P.- Mas foram mais de três?

GD- Acho que sim, né?

P.- Voltando, qual Derrite assume a secretaria?

GD- A fala foi realmente um erro da minha parte. Equivocadamente, eu falei isso em um áudio, quando alguns policiais foram transferidos da Rota, principalmente porque alguns amigos foram transferidos. Tomado por uma emoção momentânea, acabei mandando áudio criticando o comando da PM da época, anos atrás, pela transferência de bons policiais.

Na época, me retratei, dizendo que foi um equívoco, que eu tava errado, que não era isso que eu pensava, só que isso não vem à toa. Aí, em 2023, quase 10 anos depois, querem associar dizendo: "o secretário da segurança pública pensa dessa maneira". Não penso. Muito pelo contrário, se eu pudesse passar todo o período da gestão sem nenhum confronto, para mim seria o cenário ideal. Por quê? Porque uma das vítimas sempre é o policial.

Da minha parte, não há estímulo para o confronto, muito pelo contrário. Eu estive na Rota na semana passada conversando com os oficiais, e isso era uma coisa informal, que ninguém sabe, mas fui lá justamente para passar o recado: "Senhores, nosso compromisso é de não estimular o confronto."

P.- O senhor esteve na Rota por conta dos confrontos deste ano?

GD- Da minha parte, eu tenho falado isso publicamente, da nossa parte não há estímulo ao confronto, pelo contrário. A gente sabe que é perigoso para o policial, é perigoso para a sociedade agora. O que deve estar acontecendo, é que o pessoal está com vontade de trabalhar.

P.- Os policiais estão trabalhando mais porque tem um policial no comando pasta?

GD- Não, eles sabem que na Justiça independe de quem está na secretaria. É um processo crime, é o Poder Judiciário, Ministério Público oferecendo denúncia. E a conversa com a Rota foi justamente nesse sentido, para falar: "senhores, não vamos retirar as câmeras." Ela é uma realidade.

P.- O senhor teme críticas de eleitores por, agora, defender as câmeras?

GD- Olha, o eleitor ele tem que entender que... Não estou falando que eu sou duas pessoas, sou exatamente a mesma pessoa, tá? Mas enquanto parlamentar, na campanha, e depois como secretário, são situações diferentes. Até, porque, eu tomei conhecimento realmente dos dados, dos resultados do programa das câmeras depois que eu sentei aqui como secretário. E muita coisa boa o programa apresentou. O programa coíbe o desvio de conduta, por exemplo.

P.- Se o senhor teve conhecimento dos dados das câmeras só depois das eleições, e era o senhor quem abastecia [o governador] Tarcísio de Freitas sobre a questões de segurança pública, então as críticas dele às câmeras foram feitas com base em informações equivocadas?
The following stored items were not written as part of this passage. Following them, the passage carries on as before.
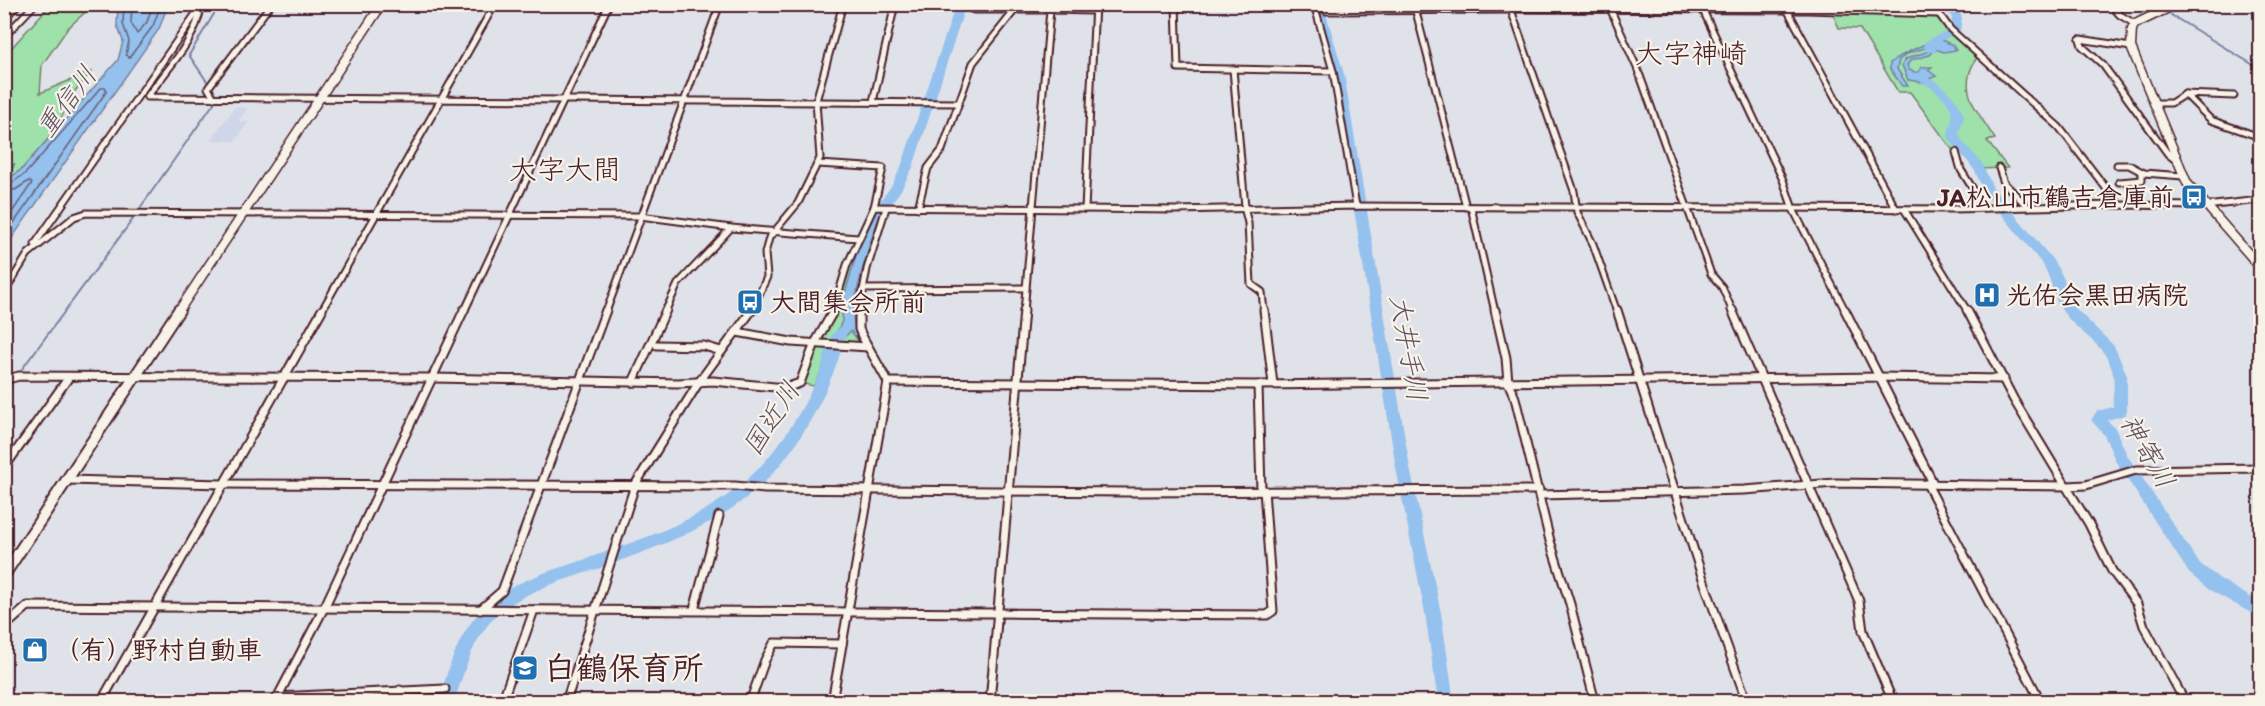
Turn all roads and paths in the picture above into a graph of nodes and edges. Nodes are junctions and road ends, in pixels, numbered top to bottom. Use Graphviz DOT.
graph roads {
  1 [pos="17,4"];
  2 [pos="35,4"];
  3 [pos="271,4"];
  4 [pos="382,4"];
  5 [pos="495,4"];
  6 [pos="609,4"];
  7 [pos="720,4"];
  8 [pos="843,4"];
  9 [pos="895,4"];
  10 [pos="1176,4"];
  11 [pos="1314,4"];
  12 [pos="1414,4"];
  13 [pos="1932,4"];
  14 [pos="2110,4"];
  15 [pos="2177,4"];
  16 [pos="201,5"];
  17 [pos="959,6"];
  18 [pos="1016,7"];
  19 [pos="1609,7"];
  20 [pos="1701,7"];
  21 [pos="1806,7"];
  22 [pos="1095,8"];
  23 [pos="1510,8"];
  24 [pos="1050,10"];
  25 [pos="1326,11"];
  26 [pos="1416,11"];
  27 [pos="1788,11"];
  28 [pos="1938,14"];
  29 [pos="4,17"];
  30 [pos="2135,24"];
  31 [pos="4,37"];
  32 [pos="2131,48"];
  33 [pos="1233,69"];
  34 [pos="1333,71"];
  35 [pos="2185,94"];
  36 [pos="2234,96"];
  37 [pos="214,98"];
  38 [pos="321,98"];
  39 [pos="441,99"];
  40 [pos="564,100"];
  41 [pos="684,101"];
  42 [pos="816,101"];
  43 [pos="873,102"];
  44 [pos="958,103"];
  45 [pos="2154,103"];
  46 [pos="2260,136"];
  47 [pos="1956,152"];
  48 [pos="2178,162"];
  49 [pos="818,164"];
  50 [pos="2117,165"];
  51 [pos="1998,168"];
  52 [pos="2142,172"];
  53 [pos="2183,176"];
  54 [pos="2120,182"];
  55 [pos="2260,200"];
  56 [pos="1356,206"];
  57 [pos="2120,206"];
  58 [pos="2205,206"];
  59 [pos="881,207"];
  60 [pos="1245,207"];
  61 [pos="1469,207"];
  62 [pos="2028,207"];
  63 [pos="918,208"];
  64 [pos="1577,208"];
  65 [pos="1688,208"];
  66 [pos="1985,208"];
  67 [pos="1033,209"];
  68 [pos="1084,209"];
  69 [pos="1793,209"];
  70 [pos="1900,209"];
  71 [pos="244,214"];
  72 [pos="375,216"];
  73 [pos="510,216"];
  74 [pos="640,216"];
  75 [pos="731,228"];
  76 [pos="774,231"];
  77 [pos="858,238"];
  78 [pos="28,254"];
  79 [pos="2260,267"];
  80 [pos="1026,288"];
  81 [pos="863,289"];
  82 [pos="4,293"];
  83 [pos="737,332"];
  84 [pos="815,343"];
  85 [pos="657,345"];
  86 [pos="868,347"];
  87 [pos="721,351"];
  88 [pos="69,377"];
  89 [pos="284,377"];
  90 [pos="1880,377"];
  91 [pos="135,378"];
  92 [pos="434,378"];
  93 [pos="1638,379"];
  94 [pos="1762,379"];
  95 [pos="2004,379"];
  96 [pos="4,380"];
  97 [pos="580,381"];
  98 [pos="633,382"];
  99 [pos="699,382"];
  100 [pos="888,382"];
  101 [pos="1508,382"];
  102 [pos="1018,384"];
  103 [pos="1273,384"];
  104 [pos="1258,385"];
  105 [pos="4,468"];
  106 [pos="2260,468"];
  107 [pos="68,480"];
  108 [pos="1930,483"];
  109 [pos="223,484"];
  110 [pos="541,484"];
  111 [pos="1807,484"];
  112 [pos="635,485"];
  113 [pos="383,486"];
  114 [pos="2068,486"];
  115 [pos="868,490"];
  116 [pos="1263,490"];
  117 [pos="1676,491"];
  118 [pos="1008,492"];
  119 [pos="1539,492"];
  120 [pos="718,516"];
  121 [pos="4,575"];
  122 [pos="154,608"];
  123 [pos="324,608"];
  124 [pos="482,610"];
  125 [pos="534,610"];
  126 [pos="594,610"];
  127 [pos="694,610"];
  128 [pos="848,611"];
  129 [pos="998,613"];
  130 [pos="4,627"];
  131 [pos="842,644"];
  132 [pos="445,689"];
  133 [pos="400,690"];
  134 [pos="276,699"];
  135 [pos="101,702"];
  136 [pos="395,702"];
  137 [pos="502,702"];
  138 [pos="566,702"];
  139 [pos="750,702"];
  140 [pos="832,702"];
  141 [pos="990,702"];
  142 [pos="1594,702"];
  143 [pos="1747,702"];
  144 [pos="1893,702"];
  145 [pos="2041,702"];
  146 [pos="2185,702"];
  1 -- 29 [label="street"];
  2 -- 31 [label="street"];
  3 -- 37 [label="street"];
  4 -- 38 [label="street"];
  5 -- 39 [label="street"];
  6 -- 40 [label="street"];
  7 -- 41 [label="street"];
  8 -- 42 [label="street"];
  9 -- 43 [label="street"];
  10 -- 33 [label="street"];
  11 -- 34 [label="street"];
  12 -- 26 [label="street"];
  13 -- 28 [label="street"];
  14 -- 30 [label="street"];
  15 -- 30 [label="street"];
  16 -- 37 [label="street"];
  16 -- 78 [label="street"];
  17 -- 18 [label="street"];
  18 -- 24 [label="street"];
  18 -- 44 [label="street"];
  19 -- 20 [label="street"];
  19 -- 23 [label="street"];
  19 -- 65 [label="street"];
  20 -- 27 [label="street"];
  20 -- 69 [label="street"];
  21 -- 27 [label="street"];
  21 -- 28 [label="street"];
  22 -- 24 [label="street"];
  22 -- 68 [label="street"];
  23 -- 26 [label="street"];
  23 -- 64 [label="street"];
  24 -- 67 [label="street"];
  25 -- 26 [label="street"];
  26 -- 61 [label="street"];
  27 -- 70 [label="street"];
  28 -- 57 [label="street"];
  30 -- 32 [label="street"];
  32 -- 45 [label="street"];
  32 -- 48 [label="street"];
  33 -- 34 [label="street"];
  33 -- 60 [label="street"];
  34 -- 56 [label="street"];
  35 -- 36 [label="street"];
  35 -- 45 [label="street"];
  35 -- 46 [label="street"];
  37 -- 38 [label="street"];
  38 -- 39 [label="street"];
  38 -- 71 [label="street"];
  39 -- 40 [label="street"];
  39 -- 72 [label="street"];
  40 -- 41 [label="street"];
  40 -- 73 [label="street"];
  41 -- 42 [label="street"];
  41 -- 74 [label="street"];
  42 -- 43 [label="street"];
  42 -- 49 [label="street"];
  43 -- 44 [label="street"];
  44 -- 63 [label="street"];
  45 -- 48 [label="street"];
  47 -- 66 [label="street"];
  48 -- 53 [label="street"];
  49 -- 59 [label="street"];
  49 -- 76 [label="street"];
  50 -- 52 [label="street"];
  51 -- 62 [label="street"];
  52 -- 53 [label="street"];
  52 -- 54 [label="street"];
  53 -- 58 [label="street"];
  55 -- 58 [label="street"];
  56 -- 60 [label="street"];
  56 -- 61 [label="street"];
  57 -- 58 [label="street"];
  57 -- 62 [label="street"];
  58 -- 79 [label="street"];
  59 -- 63 [label="street"];
  59 -- 77 [label="street"];
  59 -- 81 [label="street"];
  60 -- 68 [label="street"];
  60 -- 103 [label="street"];
  61 -- 64 [label="street"];
  61 -- 101 [label="street"];
  62 -- 66 [label="street"];
  63 -- 67 [label="street"];
  64 -- 65 [label="street"];
  64 -- 93 [label="street"];
  65 -- 69 [label="street"];
  65 -- 94 [label="street"];
  66 -- 70 [label="street"];
  67 -- 68 [label="street"];
  67 -- 80 [label="street"];
  69 -- 70 [label="street"];
  69 -- 90 [label="street"];
  70 -- 95 [label="street"];
  71 -- 72 [label="street"];
  71 -- 78 [label="street"];
  71 -- 91 [label="street"];
  72 -- 73 [label="street"];
  72 -- 89 [label="street"];
  73 -- 74 [label="street"];
  73 -- 92 [label="street"];
  74 -- 75 [label="street"];
  74 -- 97 [label="street"];
  75 -- 76 [label="street"];
  75 -- 98 [label="street"];
  76 -- 77 [label="street"];
  76 -- 83 [label="street"];
  77 -- 84 [label="street"];
  78 -- 82 [label="street"];
  80 -- 81 [label="street"];
  80 -- 102 [label="street"];
  81 -- 86 [label="street"];
  83 -- 84 [label="street"];
  83 -- 87 [label="street"];
  84 -- 86 [label="street"];
  84 -- 99 [label="street"];
  85 -- 87 [label="street"];
  86 -- 100 [label="street"];
  87 -- 99 [label="street"];
  88 -- 91 [label="street"];
  88 -- 96 [label="street"];
  88 -- 105 [label="street"];
  89 -- 91 [label="street"];
  89 -- 92 [label="street"];
  89 -- 109 [label="street"];
  90 -- 94 [label="street"];
  90 -- 95 [label="street"];
  90 -- 108 [label="street"];
  91 -- 107 [label="street"];
  92 -- 97 [label="street"];
  92 -- 113 [label="street"];
  93 -- 94 [label="street"];
  93 -- 101 [label="street"];
  93 -- 117 [label="street"];
  94 -- 111 [label="street"];
  95 -- 114 [label="street"];
  97 -- 98 [label="street"];
  97 -- 110 [label="street"];
  98 -- 99 [label="street"];
  99 -- 112 [label="street"];
  100 -- 102 [label="street"];
  100 -- 115 [label="street"];
  101 -- 103 [label="street"];
  101 -- 119 [label="street"];
  102 -- 104 [label="street"];
  102 -- 118 [label="street"];
  103 -- 104 [label="street"];
  104 -- 116 [label="street"];
  106 -- 114 [label="street"];
  107 -- 109 [label="street"];
  107 -- 121 [label="street"];
  108 -- 111 [label="street"];
  108 -- 114 [label="street"];
  108 -- 145 [label="street"];
  109 -- 113 [label="street"];
  109 -- 122 [label="street"];
  110 -- 112 [label="street"];
  110 -- 113 [label="street"];
  110 -- 124 [label="street"];
  111 -- 117 [label="street"];
  111 -- 144 [label="street"];
  112 -- 115 [label="street"];
  112 -- 126 [label="street"];
  113 -- 123 [label="street"];
  114 -- 146 [label="street"];
  115 -- 118 [label="street"];
  115 -- 128 [label="street"];
  116 -- 118 [label="street"];
  116 -- 119 [label="street"];
  116 -- 129 [label="street"];
  117 -- 119 [label="street"];
  117 -- 143 [label="street"];
  118 -- 129 [label="street"];
  119 -- 142 [label="street"];
  120 -- 127 [label="street"];
  122 -- 123 [label="street"];
  122 -- 130 [label="street"];
  122 -- 135 [label="street"];
  123 -- 124 [label="street"];
  123 -- 134 [label="street"];
  124 -- 125 [label="street"];
  125 -- 126 [label="street"];
  125 -- 137 [label="street"];
  126 -- 127 [label="street"];
  126 -- 138 [label="street"];
  127 -- 128 [label="street"];
  128 -- 129 [label="street"];
  128 -- 131 [label="street"];
  129 -- 141 [label="street"];
  131 -- 139 [label="street"];
  131 -- 140 [label="street"];
  132 -- 133 [label="street"];
  133 -- 134 [label="street"];
  133 -- 136 [label="street"];
}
GD- Acho que não. A gente tomou conhecimento do estudo na transição, tanto o Tarcísio quanto eu, a gente acabou colhendo informações. Primeiro, coloque-se na nossa situação. Todo o comando da PM sabia que eu estava ajudando o governador, o candidato Tarcísio na elaboração do plano de segurança. Como você acha que o comanda da PM me via? Você acha que passava informações a respeito de estudos, de estatística? Não. E com quem que a gente conversava? Conversava e conversa até hoje. Com a insatisfação de boa parte dos policiais. Uma das coisas que a tropa mais pedia era: 'pô, governador, tem que tirar as câmeras'. E, governador: "ah, vamos ver, vamos analisar."

P.- Delegados ouvidos pela Folha afirmam que nunca houve tanta influência política na indicação de cargos de chefia na Polícia Civil. Houve isso?

GD- Todas as trocas foram realizadas pelas instituições. Eu não tive ingerência nenhuma, da minha parte, eu ajudei os comandantes, o delegado-geral e o comandante-geral, a evitar que houvesse influência política em indicações. Confesso que não sabia que eram tantas.

P.- Muitas tentativas?

GD- Tentativas foram centenas.

P.- Como isso aconteceu?

GD- Os caras chegavam e diziam: 'olha, eu queria indicar um delegado para tal lugar.'. Eu falava: 'Não perca tempo porque...."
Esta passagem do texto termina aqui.